Re: ICU for global collation - Mailing list pgsql-hackers

From Peter Eisentraut
Subject Re: ICU for global collation
Date
Msg-id 07878ad1-d94d-5a92-565f-c0dfdea8b61b@enterprisedb.com
Whole thread Raw
In response to Re: ICU for global collation  (Robert Haas <robertmhaas@gmail.com>)
List pgsql-hackers
On 15.03.22 18:28, Robert Haas wrote:
> On Tue, Mar 15, 2022 at 12:58 PM Peter Eisentraut
> <peter.eisentraut@enterprisedb.com> wrote:
>> On 14.03.22 19:57, Robert Haas wrote:
>>> 1. What will happen if I set the ICU collation to something that
>>> doesn't match the libc collation?
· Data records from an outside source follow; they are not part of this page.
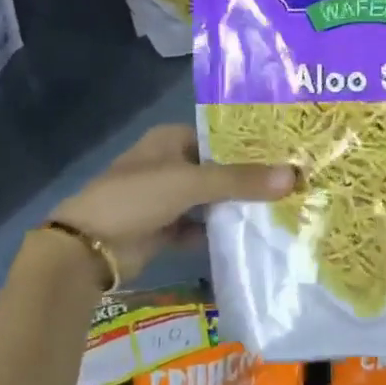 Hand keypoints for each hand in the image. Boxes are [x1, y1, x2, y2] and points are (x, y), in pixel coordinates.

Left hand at [48, 123, 294, 281]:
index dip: (251, 144)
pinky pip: (201, 227)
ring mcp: (168, 198)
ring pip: (211, 199)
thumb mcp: (190, 183)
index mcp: (171, 140)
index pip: (220, 136)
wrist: (89, 248)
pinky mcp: (166, 229)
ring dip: (238, 206)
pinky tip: (254, 236)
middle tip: (295, 183)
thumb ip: (240, 180)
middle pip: (218, 169)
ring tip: (284, 209)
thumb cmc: (137, 198)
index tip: (289, 152)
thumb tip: (293, 176)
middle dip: (250, 178)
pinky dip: (220, 232)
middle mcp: (170, 164) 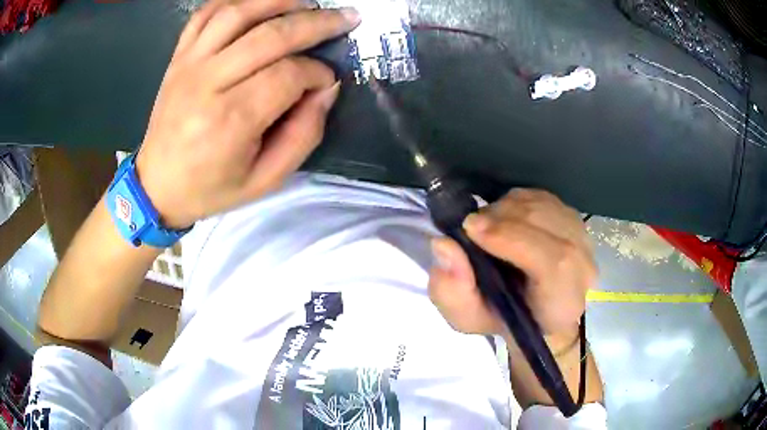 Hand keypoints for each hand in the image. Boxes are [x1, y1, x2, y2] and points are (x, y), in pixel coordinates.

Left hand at [135, 0, 360, 227]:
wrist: (157, 186)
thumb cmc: (211, 188)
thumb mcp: (265, 180)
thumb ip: (303, 135)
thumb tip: (326, 90)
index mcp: (231, 121)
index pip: (288, 75)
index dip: (318, 72)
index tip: (327, 80)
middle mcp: (208, 83)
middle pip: (270, 35)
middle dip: (316, 23)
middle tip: (346, 18)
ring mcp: (189, 64)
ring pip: (238, 12)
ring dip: (279, 0)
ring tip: (308, 2)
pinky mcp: (178, 57)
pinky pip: (205, 14)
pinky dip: (235, 0)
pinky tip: (259, 2)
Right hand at [428, 189, 596, 339]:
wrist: (534, 313)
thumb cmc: (503, 319)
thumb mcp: (467, 318)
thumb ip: (452, 291)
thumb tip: (444, 245)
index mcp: (562, 303)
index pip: (553, 263)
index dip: (513, 239)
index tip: (471, 229)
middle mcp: (583, 268)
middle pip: (547, 225)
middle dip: (502, 218)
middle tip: (470, 226)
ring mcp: (584, 239)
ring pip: (544, 206)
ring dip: (507, 208)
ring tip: (485, 225)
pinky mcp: (575, 220)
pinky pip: (543, 197)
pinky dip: (517, 201)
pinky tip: (504, 217) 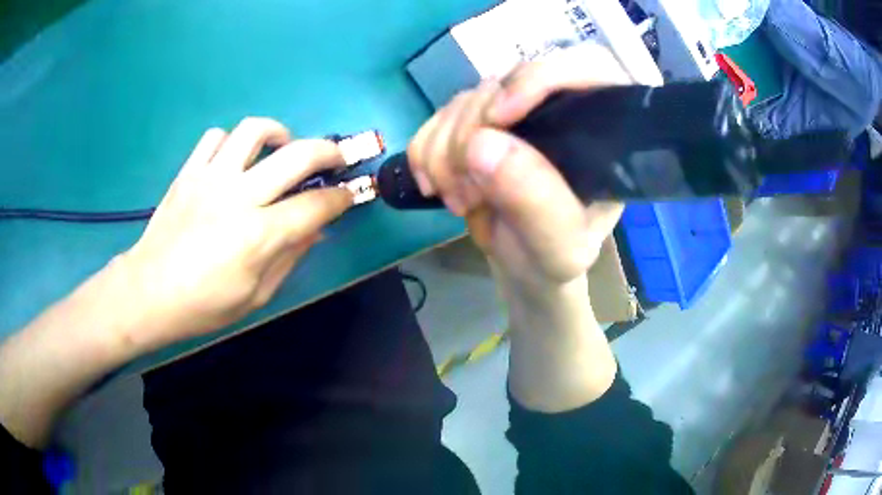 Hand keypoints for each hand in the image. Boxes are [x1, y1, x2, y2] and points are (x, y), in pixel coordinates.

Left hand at [122, 118, 352, 346]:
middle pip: (297, 155)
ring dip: (278, 133)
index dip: (340, 199)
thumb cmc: (203, 305)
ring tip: (282, 147)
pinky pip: (215, 137)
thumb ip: (289, 258)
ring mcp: (210, 178)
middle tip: (335, 159)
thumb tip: (316, 231)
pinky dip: (232, 142)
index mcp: (258, 235)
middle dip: (329, 152)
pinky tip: (234, 159)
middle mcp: (239, 196)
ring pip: (254, 131)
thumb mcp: (256, 296)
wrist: (149, 292)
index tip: (349, 196)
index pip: (315, 206)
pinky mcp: (189, 172)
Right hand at [407, 45, 629, 296]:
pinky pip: (437, 117)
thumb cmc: (555, 256)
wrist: (523, 264)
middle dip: (472, 136)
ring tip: (460, 200)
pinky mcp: (476, 122)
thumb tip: (482, 144)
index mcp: (601, 129)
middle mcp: (557, 108)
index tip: (498, 119)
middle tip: (468, 193)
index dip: (538, 79)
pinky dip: (425, 151)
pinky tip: (435, 186)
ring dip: (445, 153)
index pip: (584, 67)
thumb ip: (537, 202)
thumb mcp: (560, 246)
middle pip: (507, 81)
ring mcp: (512, 111)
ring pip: (465, 99) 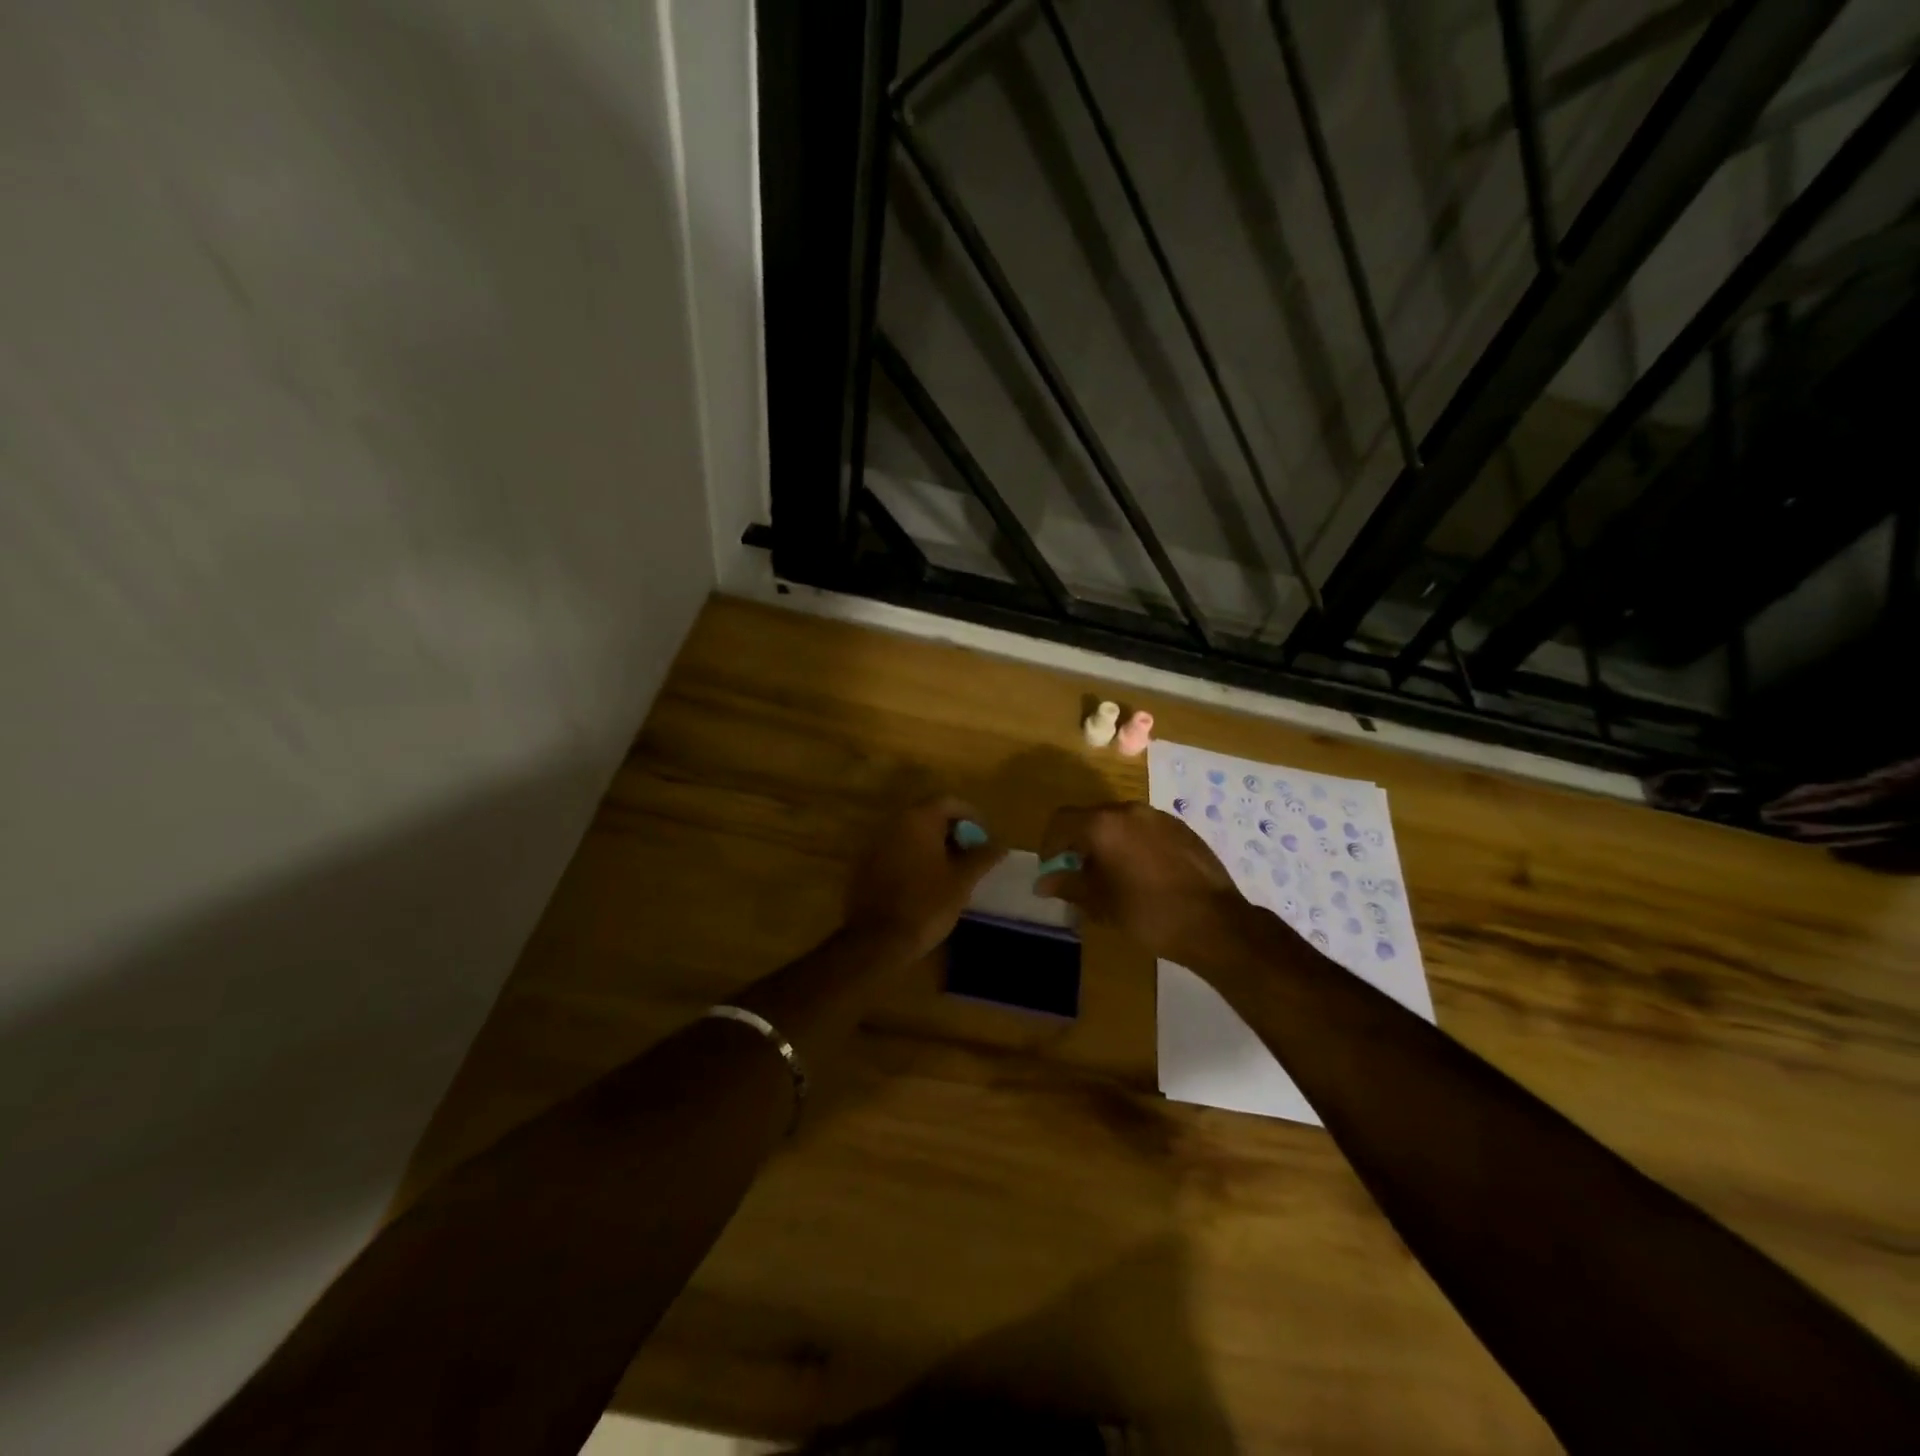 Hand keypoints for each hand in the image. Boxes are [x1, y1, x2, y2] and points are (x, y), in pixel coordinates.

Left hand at [844, 796, 1007, 959]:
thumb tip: (1000, 844)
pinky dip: (913, 857)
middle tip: (971, 853)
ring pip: (911, 833)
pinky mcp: (865, 864)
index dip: (971, 816)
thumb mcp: (962, 881)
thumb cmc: (926, 905)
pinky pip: (895, 850)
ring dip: (932, 844)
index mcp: (918, 819)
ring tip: (952, 869)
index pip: (949, 801)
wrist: (877, 940)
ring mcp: (875, 843)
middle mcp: (893, 823)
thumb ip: (983, 857)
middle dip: (952, 830)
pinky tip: (925, 881)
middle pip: (928, 814)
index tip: (985, 838)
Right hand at [1034, 801, 1253, 964]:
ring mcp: (1159, 817)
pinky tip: (1143, 874)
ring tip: (1112, 876)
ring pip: (1120, 823)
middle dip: (1079, 843)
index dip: (1049, 844)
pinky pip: (1145, 829)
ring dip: (1107, 843)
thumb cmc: (1148, 913)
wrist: (1214, 923)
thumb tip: (1043, 882)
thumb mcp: (1100, 903)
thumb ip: (1068, 885)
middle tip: (1080, 875)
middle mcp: (1129, 810)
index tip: (1052, 869)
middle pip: (1091, 818)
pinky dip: (1133, 844)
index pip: (1061, 821)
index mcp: (1103, 824)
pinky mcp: (1181, 828) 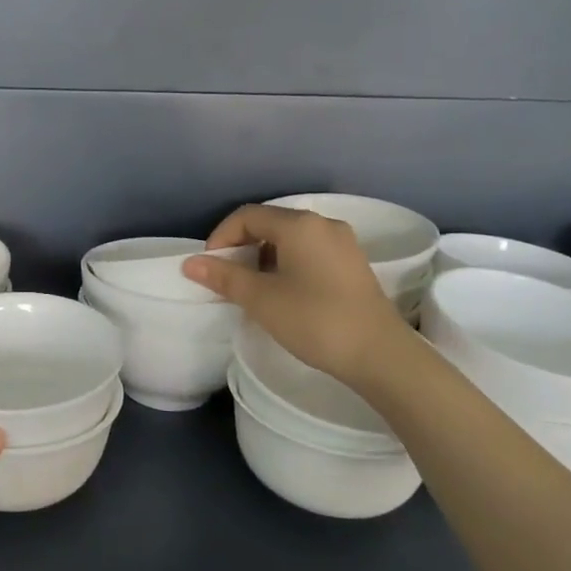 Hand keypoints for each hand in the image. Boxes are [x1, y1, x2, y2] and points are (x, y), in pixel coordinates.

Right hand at [183, 203, 409, 384]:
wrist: (380, 355)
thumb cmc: (315, 320)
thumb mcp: (261, 299)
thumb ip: (224, 277)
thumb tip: (190, 263)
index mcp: (300, 225)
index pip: (247, 216)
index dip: (221, 237)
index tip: (210, 267)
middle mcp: (323, 224)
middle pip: (270, 223)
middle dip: (242, 247)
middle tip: (227, 279)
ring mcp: (342, 243)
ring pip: (290, 239)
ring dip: (264, 257)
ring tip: (253, 289)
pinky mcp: (353, 264)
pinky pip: (310, 252)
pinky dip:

How bad are the consequences?
>>
>> These are unrelated, so there are no consequences.
> 
> Can you please elaborate on this?

The code that is aware of ICU generally works like this:

if (locale_provider == ICU)
   result = call ICU code
else
   result = call libc code
return result

However, there is code out there, both within PostgreSQL itself and in 
extensions, that does not do that yet.  Ideally, we would eventually 
change all that over, but it's not happening now.  So we ought to 
preserve the ability to set the libc to keep that legacy code working 
for now.

This legacy code by definition doesn't know about ICU, so it doesn't 
care whether the ICU setting "matches" the libc setting or anything like 
that.  It will just do its thing depending on its own setting.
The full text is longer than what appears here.